▶

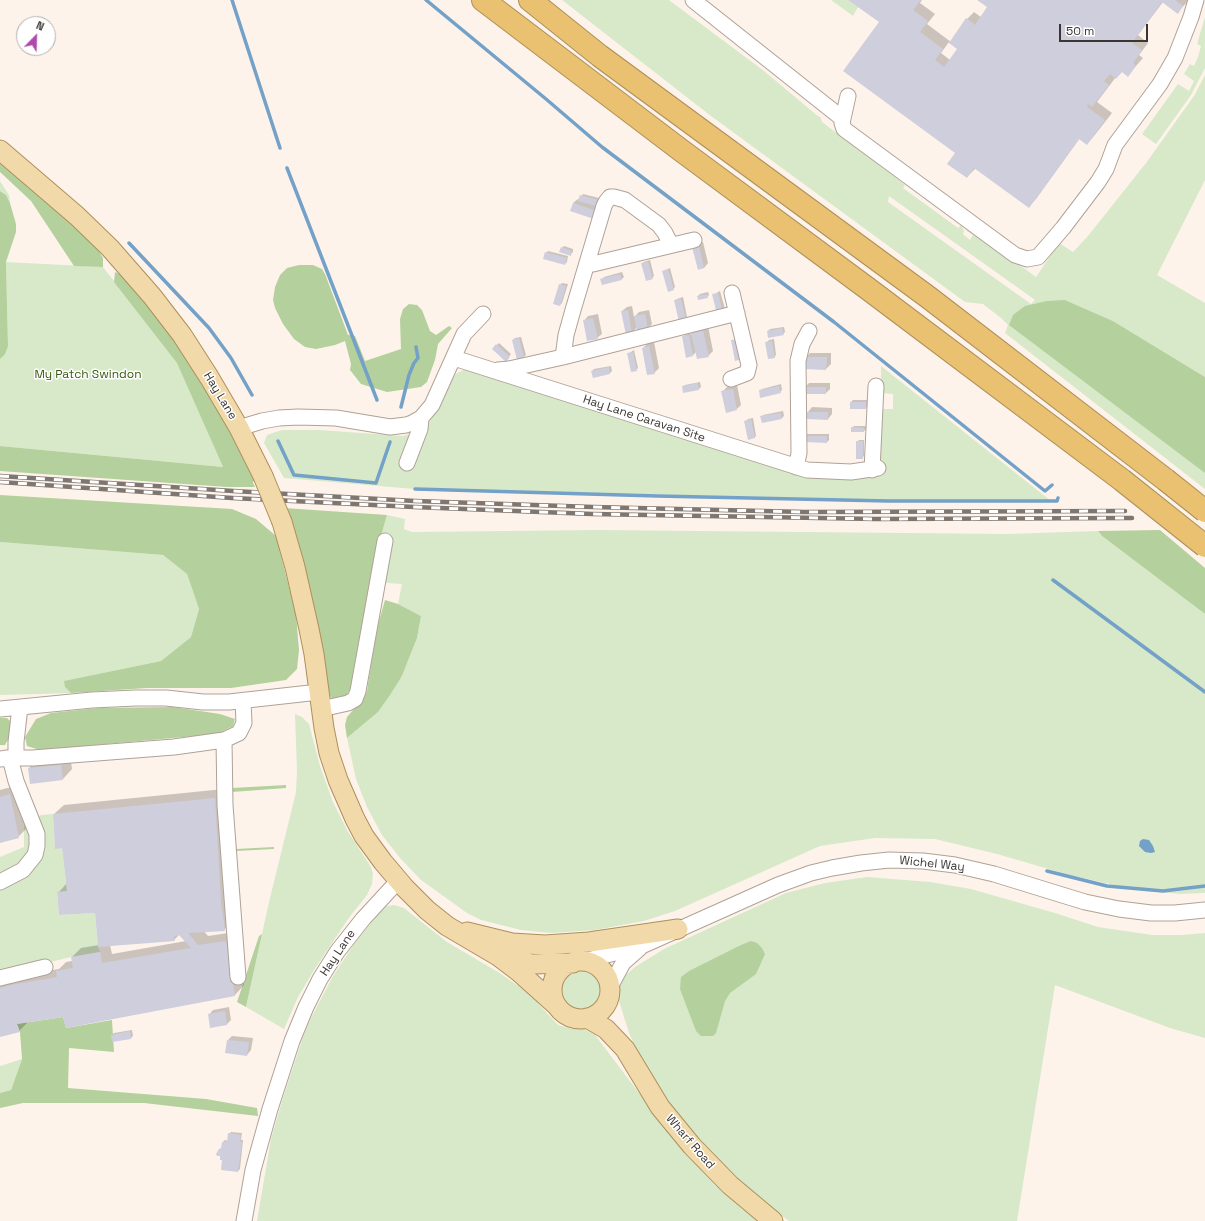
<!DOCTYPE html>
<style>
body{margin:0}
#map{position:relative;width:1205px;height:1221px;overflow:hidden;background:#fef3ea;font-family:"Space Grotesk",sans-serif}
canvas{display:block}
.north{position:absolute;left:16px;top:16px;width:40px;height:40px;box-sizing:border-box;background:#fff;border:1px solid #b1afad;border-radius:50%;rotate:23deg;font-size:11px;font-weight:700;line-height:16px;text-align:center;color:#3c3632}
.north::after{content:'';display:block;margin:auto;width:14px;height:18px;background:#af49ae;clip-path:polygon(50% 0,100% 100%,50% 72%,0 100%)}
.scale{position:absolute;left:1059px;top:24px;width:89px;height:18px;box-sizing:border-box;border:2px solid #3c3632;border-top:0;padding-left:5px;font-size:12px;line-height:14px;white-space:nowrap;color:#3c3632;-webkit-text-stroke:3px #fff;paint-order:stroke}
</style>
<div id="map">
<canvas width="1205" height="1221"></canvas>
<div class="north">N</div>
<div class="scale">50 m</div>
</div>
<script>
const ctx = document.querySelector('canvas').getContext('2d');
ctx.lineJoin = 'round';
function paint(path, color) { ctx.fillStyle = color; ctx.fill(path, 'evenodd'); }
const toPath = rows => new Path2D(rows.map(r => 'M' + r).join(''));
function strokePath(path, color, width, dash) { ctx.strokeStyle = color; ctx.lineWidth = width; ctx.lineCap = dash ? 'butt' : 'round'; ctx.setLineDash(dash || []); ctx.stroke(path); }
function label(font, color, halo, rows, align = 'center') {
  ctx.font = font + ' "Space Grotesk",sans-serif'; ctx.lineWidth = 3; ctx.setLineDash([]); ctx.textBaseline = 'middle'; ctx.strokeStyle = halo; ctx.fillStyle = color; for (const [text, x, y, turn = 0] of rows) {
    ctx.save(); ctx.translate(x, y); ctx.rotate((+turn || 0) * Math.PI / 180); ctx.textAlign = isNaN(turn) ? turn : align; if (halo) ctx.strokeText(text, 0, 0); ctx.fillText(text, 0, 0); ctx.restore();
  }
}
const green = toPath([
 [562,0,669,0,764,71,819,117,820,116,822,122,905,185,903,188,958,228,961,225,964,231,963,234,970,240,973,235,967,231,962,223,1036,277,1059,243,1073,252,1088,236,1146,163,1194,96,1205,75,1205,180,1157,275,1205,303,1205,377,1113,321,1065,300,1205,473,1205,489,1005,333,1008,325,1001,318,983,304,965,302,711,116],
 [889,196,1031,297,1035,300,1031,304,888,202],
 [831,0,848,0,858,7,853,16],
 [1205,17,1205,68,1191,95,1156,144,1142,134,1178,84,1189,91,1194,81,1184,74,1190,64,1194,66,1198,57,1201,46,1197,44],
 [0,181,9,195,10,203,6,195,0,191],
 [6,262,103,267,177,362,223,467,0,446,0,359,8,346],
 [881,366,1051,501,888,501,657,496,415,489,284,478,264,443,267,435,282,430,319,430,403,436,416,432,427,426,438,408,449,381,457,373,466,369,799,473,876,461,879,409,893,409,893,394,881,393],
 [387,515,405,519,404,529,412,532,599,530,1007,534,1098,531,1102,536,1205,614,1205,893,1180,894,1136,890,1066,874,997,854,935,839,875,838,820,846,675,911,644,921,595,930,551,933,521,930,481,920,467,913,421,880,400,858,382,835,367,807,356,779,347,738,378,712,402,676,417,638,421,616,398,604,402,584,373,582,383,529],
 [0,542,163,555,187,574,199,609,191,637,161,661,65,681,65,687,71,693,0,695],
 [295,714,302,717,309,724,320,766,333,802,347,830,371,867,373,874,372,884,367,895,348,919,314,970,298,997,284,1029,246,1007,269,902,296,792,297,771],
 [53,814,55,848,62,848,67,891,57,893,59,915,95,913,98,947,100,952,71,957,0,974,0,857,24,847,24,826,41,815],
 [867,877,930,882,971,889,1055,913,1098,927,1152,935,1182,935,1205,933,1205,1038,1170,1028,1055,985,1017,1221,789,1221,760,1200,731,1174,703,1145,681,1120,653,1078,639,1054,629,1033,619,1001,618,993,621,983,626,975,635,967,664,949,786,893,825,883],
 [394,905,404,908,447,942,498,972,520,987,534,999,558,1025,572,1029,584,1029,595,1035,671,1135,695,1163,714,1184,742,1209,758,1221,257,1221,271,1139,282,1101,303,1037,311,1018,333,976,353,946,381,910,387,906],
 '562 990a19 19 0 1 1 38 0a19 19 0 1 1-38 0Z',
 [22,1059,11,1090,0,1093,0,1066]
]);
const forest = toPath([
 [0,162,49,203,97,248,103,258,103,267,74,266,31,201,0,172],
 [0,191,6,195,10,203,16,224,16,232,6,262,8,346,5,354,0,359],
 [299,265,313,265,322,269,325,274,348,335,355,336,365,361,401,349,400,319,403,309,409,304,417,305,422,310,430,331,436,335,449,326,452,328,438,344,435,360,427,382,421,387,387,392,361,384,350,370,351,364,345,341,335,345,316,349,305,347,294,339,283,324,275,308,273,300,275,287,280,275,287,268],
 [115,272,126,277,175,340,235,439,254,477,253,483,255,487,227,487,0,471,0,446,223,467,177,363,114,282],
 [1065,300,1113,321,1205,377,1205,473,1009,325,1013,315,1025,306,1047,301],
 [0,495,232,509,256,519,276,536,296,615,299,650,297,669,286,680,231,688,147,688,71,693,65,687,64,681,161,661,191,637,199,609,187,574,163,555,0,542],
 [284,508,387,515,383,529,379,548,353,686,344,698,333,699,330,696,322,648,311,593,306,574],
 [1160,530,1205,568,1205,614,1102,536,1098,531],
 [385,600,398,604,421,616,417,638,402,676,390,695,378,712,347,738,345,725,347,717,362,700,367,691,376,632],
 [173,707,220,714,235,719,233,726,217,734,40,750,27,746,25,737,36,719,51,713,98,708],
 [0,718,7,718,14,725,14,731,6,743,5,745,0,745],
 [286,785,286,788,232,792,232,788],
 [274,847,274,849,236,851,236,849],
 [262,934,246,1007,237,1002,259,936],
 [751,941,757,943,762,948,765,954,756,974,730,993,725,1001,716,1033,713,1036,701,1036,696,1031,680,989,681,977,689,971,741,945],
 [63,1017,66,1028,112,1020,114,1052,69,1048,68,1088,206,1099,257,1108,258,1116,144,1103,23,1103,0,1108,0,1093,11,1090,22,1059,20,1032,17,1024]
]);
const water = toPath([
 [1143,839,1149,840,1153,846,1155,852,1151,853,1145,852,1139,846,1140,841]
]);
const shadow = toPath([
 [850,0,922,0,920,3,935,14,927,24,951,42,967,19,974,12,981,17,989,7,979,0,1189,0,1177,13,1163,2,1138,35,1148,43,1139,55,1143,58,1128,75,1123,71,1116,77,1097,102,1112,113,1094,136,1087,144,1080,138,1036,199,1029,206,976,168,967,177,956,153,880,22],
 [949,42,958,49,950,60,941,53],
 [583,194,599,198,596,205,600,206,594,218,573,203,578,199,580,199],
 [703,242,708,263,704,268,698,269,698,243],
 [564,246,573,249,573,252,571,254,562,248],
 [548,251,568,256,567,262,565,264,546,253],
 [650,260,654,276,652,278,642,264,644,262],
 [670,268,675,287,673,289,663,271],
 [622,272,624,277,622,279,602,279,604,277],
 [562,283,568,284,562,303,560,305,560,285],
 [720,291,725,309,722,311,713,295],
 [708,292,709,295,707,297,698,296,700,294],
 [683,297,687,317,685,319,675,301,677,299],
 [632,306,634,317,639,312,649,310,652,324,647,329,637,327,632,333,622,311,627,307],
 [598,314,602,334,597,338,584,321,588,316],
 [708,326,713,351,708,356,696,352,693,355,687,356,683,337,685,335,690,333,691,335,697,329],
 [784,327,785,332,783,334,768,331,770,329],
 [521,337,526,355,524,357,518,359,513,340,515,338],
 [774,339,776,355,774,357,767,342,769,340],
 [654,342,659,368,654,373,643,348,647,344],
 [499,343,511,354,506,360,493,349],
 [634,350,638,368,636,370,628,354],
 [810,353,831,353,831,364,826,369,806,357],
 [611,366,612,371,610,373,593,376,592,371,594,369],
 [700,382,701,387,699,389,683,387,685,385],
 [809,383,830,383,830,389,826,393,805,387],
 [781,384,782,390,780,392,760,391,762,389],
 [737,385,741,405,737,409,723,391,727,387],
 [853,400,868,400,868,406,866,408,851,402],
 [812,407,832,408,832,414,828,419,808,412],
 [783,411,784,416,782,418,761,417,763,415],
 [753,418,756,436,754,438,746,421,748,419],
 [854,426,866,426,866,429,864,431,852,428],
 [807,434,829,434,829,440,827,442,805,436],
 [859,440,864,440,864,456,862,458,857,442],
 [70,755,72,769,63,779,29,768,38,758],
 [19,785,28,827,18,837,0,842,0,790],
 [224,789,234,920,224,930,204,931,208,936,235,932,244,985,235,995,29,1021,19,1031,0,1036,0,982,22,975,59,969,66,962,72,961,72,957,81,948,99,945,96,912,58,893,67,883,63,847,54,814,64,805],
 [180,934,186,941,112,954,110,945,174,940],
 [229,1007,231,1020,227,1024,209,1015,213,1010],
 [132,1030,133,1036,131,1038,112,1035,114,1033],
 [232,1036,253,1038,251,1050,247,1055,228,1040],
 [231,1132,242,1133,241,1140,243,1140,240,1169,238,1171,222,1147,223,1142,225,1140,228,1141,229,1134]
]);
const stream = toPath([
 [232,0,280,148],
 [426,0,546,99,602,147,834,322,1045,491,1052,485],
 [287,168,377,400],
 [129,243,209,328,231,358,252,395],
 [401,407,409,375,414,363,418,358,416,347],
 [278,441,294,475,376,483,390,442],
 [415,489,657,496,888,501,1057,501,1058,498],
 [1053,580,1205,692],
 [1047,871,1107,886,1163,891,1205,886]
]);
const building = toPath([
 [848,0,921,0,913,10,928,21,920,32,943,49,935,60,944,67,957,49,949,43,966,18,975,25,987,7,977,0,1175,0,1183,6,1178,14,1162,2,1132,43,1142,50,1133,63,1136,66,1128,77,1122,72,1116,79,1110,74,1104,81,1109,85,1092,107,1088,104,1087,107,1105,120,1087,145,1079,139,1029,208,974,168,967,178,947,164,955,153,843,71,879,22],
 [580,195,598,200,596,206,578,201],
 [573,203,597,211,594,219,570,211],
 [699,246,704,268,698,270,692,247],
 [561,247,572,251,571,256,559,252],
 [545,252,567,258,565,265,543,259],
 [648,262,653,279,646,281,641,263],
 [668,269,674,290,668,292,662,271],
 [620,274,622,280,602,285,600,279],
 [559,284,566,286,560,306,553,304],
 [718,293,723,312,717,314,712,294],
 [707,294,708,298,698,300,697,296],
 [681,299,686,320,679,322,674,300],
 [628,310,632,334,626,335,621,311],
 [645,314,648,330,637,332,634,316],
 [593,318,598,339,587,341,583,320],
 [782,328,784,335,768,338,767,331],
 [703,330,709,357,697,359,691,333],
 [689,335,693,356,686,358,682,336],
 [519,338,524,358,517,360,512,340],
 [739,339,743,359,735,361,731,340],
 [772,341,775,358,768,359,765,342],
 [496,344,510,357,506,362,492,349],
 [649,346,655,374,647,375,642,348],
 [633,352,637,371,631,372,627,353],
 [805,357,827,357,826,370,804,369],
 [609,367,610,374,593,378,591,371],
 [698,383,699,390,683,393,682,386],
 [779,386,781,393,760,398,759,390],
 [804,387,826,387,826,394,804,394],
 [733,389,737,410,726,413,721,391],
 [850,402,866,402,866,409,850,409],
 [807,412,828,412,828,420,807,419],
 [781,413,782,419,762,423,760,416],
 [751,419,755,438,748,440,744,421],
 [851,427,864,428,864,432,851,432],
 [804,436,827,436,827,443,804,442],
 [856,441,863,441,863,459,856,459],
 [61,765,63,780,30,784,28,768],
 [10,794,19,838,0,843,0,797],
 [215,798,221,902,225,931,188,933,198,945,226,941,235,996,66,1028,63,1017,17,1024,20,1032,0,1037,0,988,11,985,57,977,56,971,73,968,71,957,100,952,102,963,191,948,179,935,173,937,175,941,98,947,95,913,59,915,57,892,67,891,62,848,55,849,53,814],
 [225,1011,227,1025,210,1028,208,1014],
 [130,1031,131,1039,112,1042,111,1035],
 [227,1040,249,1042,247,1056,225,1053],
 [228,1133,241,1135,240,1142,242,1142,238,1172,221,1170,222,1160,220,1160,220,1156,217,1156,216,1154,219,1149,221,1148,222,1142,227,1142]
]);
const minor = toPath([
 [693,0,843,119],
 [848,96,842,123,844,129,1015,255,1027,259,1038,257,1063,228,1098,182,1106,169,1115,145,1160,84,1175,58,1191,17,1196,0],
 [587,264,593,264,694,240],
 [563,357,566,335,573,310,604,206,606,202,610,197,614,197,625,200,659,225,665,233,671,245],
 [454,358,807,470,851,472,878,468],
 [498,370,509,369,563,357,737,313],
 [731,379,747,373,749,365,732,293],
 [239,428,262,421,279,418,298,417,336,418,390,427,406,425,412,423,421,418,432,405,464,334,483,314],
 [407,463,420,429,421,418],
 [796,467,799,453,798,361,802,344,809,331],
 [872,470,876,386],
 [0,709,92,700,136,698,166,698,203,702,229,702,319,692],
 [321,709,348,703,355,699,358,691,385,541],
 [224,740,225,805,238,977],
 [16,758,16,742,20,707],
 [0,759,7,758,33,758,174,747,224,740,239,733,244,723,243,701],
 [0,882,23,870,35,855,37,846,37,834,16,781,10,758],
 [581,962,644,945,778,885,811,873,832,868,861,863,889,860,923,861,955,865,994,874,1085,902,1119,909,1151,913,1175,913,1205,910],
 [0,978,45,967],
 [610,987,623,963,640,948],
 [244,1221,253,1170,270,1109,292,1041,306,1007,320,979,337,952,363,919,398,881]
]);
const major = toPath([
 [0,150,77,216,110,248,152,296,182,335,209,377,239,428,263,476],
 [282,522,295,567,309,629,314,654,324,728,329,753,338,780,355,819,364,836,383,862,405,888,427,910,447,926,498,956,519,972,558,1007],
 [467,932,512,943,545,945,589,942,678,929],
 [505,958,532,964,573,963],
 '552 990a29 29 0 1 1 58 0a29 29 0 1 1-58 0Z',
 [587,1018,606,1029,625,1049,660,1107,692,1146,730,1185,773,1221]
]);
const highway = toPath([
 [483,0,682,151,867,288,1122,480],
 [530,0,600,56,928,297,1166,480]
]);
const rail = toPath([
 [0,476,233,491,415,501,593,507,805,512,1125,511],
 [0,482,232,498,414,507,592,514,876,519,1132,518]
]);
const majorBridge = toPath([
 [263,476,282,522]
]);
const highwayBridge = toPath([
 [1122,480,1205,546],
 [1166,480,1205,511]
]);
const parkNames = [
 ["My Patch Swindon",88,375]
];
const streetNames = [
 ["Hay Lane",220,396,59],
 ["Hay Lane Caravan Site",644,419,18],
 ["Wichel Way",932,864,6],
 ["Hay Lane",338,953,-56],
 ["Wharf Road",690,1142,49]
];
paint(green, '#d7e9c9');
paint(forest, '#b4d09c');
paint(water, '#73a1c7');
paint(shadow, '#0003');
strokePath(stream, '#73a1c7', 3.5);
paint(building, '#cecedd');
strokePath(minor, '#afa297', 17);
strokePath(major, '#ad905b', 21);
strokePath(highway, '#ad905b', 24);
strokePath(minor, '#fff', 15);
strokePath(major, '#f2d9aa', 19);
strokePath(highway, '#eac071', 22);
strokePath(rail, '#7e7671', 4.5);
strokePath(rail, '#fff', 3, [9]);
strokePath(majorBridge, '#ad905b', 21, []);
strokePath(highwayBridge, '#ad905b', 24, []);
strokePath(majorBridge, '#f2d9aa', 19);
strokePath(highwayBridge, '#eac071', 22);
label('12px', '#38590f', '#fff', parkNames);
label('12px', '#3c3632', '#fff', streetNames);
</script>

◀

## What you will do
In the data above, find each line that has the word "halo" and copy it out.

## Result for this task
function label(font, color, halo, rows, align = 'center') {
  ctx.font = font + ' "Space Grotesk",sans-serif'; ctx.lineWidth = 3; ctx.setLineDash([]); ctx.textBaseline = 'middle'; ctx.strokeStyle = halo; ctx.fillStyle = color; for (const [text, x, y, turn = 0] of rows) {
    ctx.save(); ctx.translate(x, y); ctx.rotate((+turn || 0) * Math.PI / 180); ctx.textAlign = isNaN(turn) ? turn : align; if (halo) ctx.strokeText(text, 0, 0); ctx.fillText(text, 0, 0); ctx.restore();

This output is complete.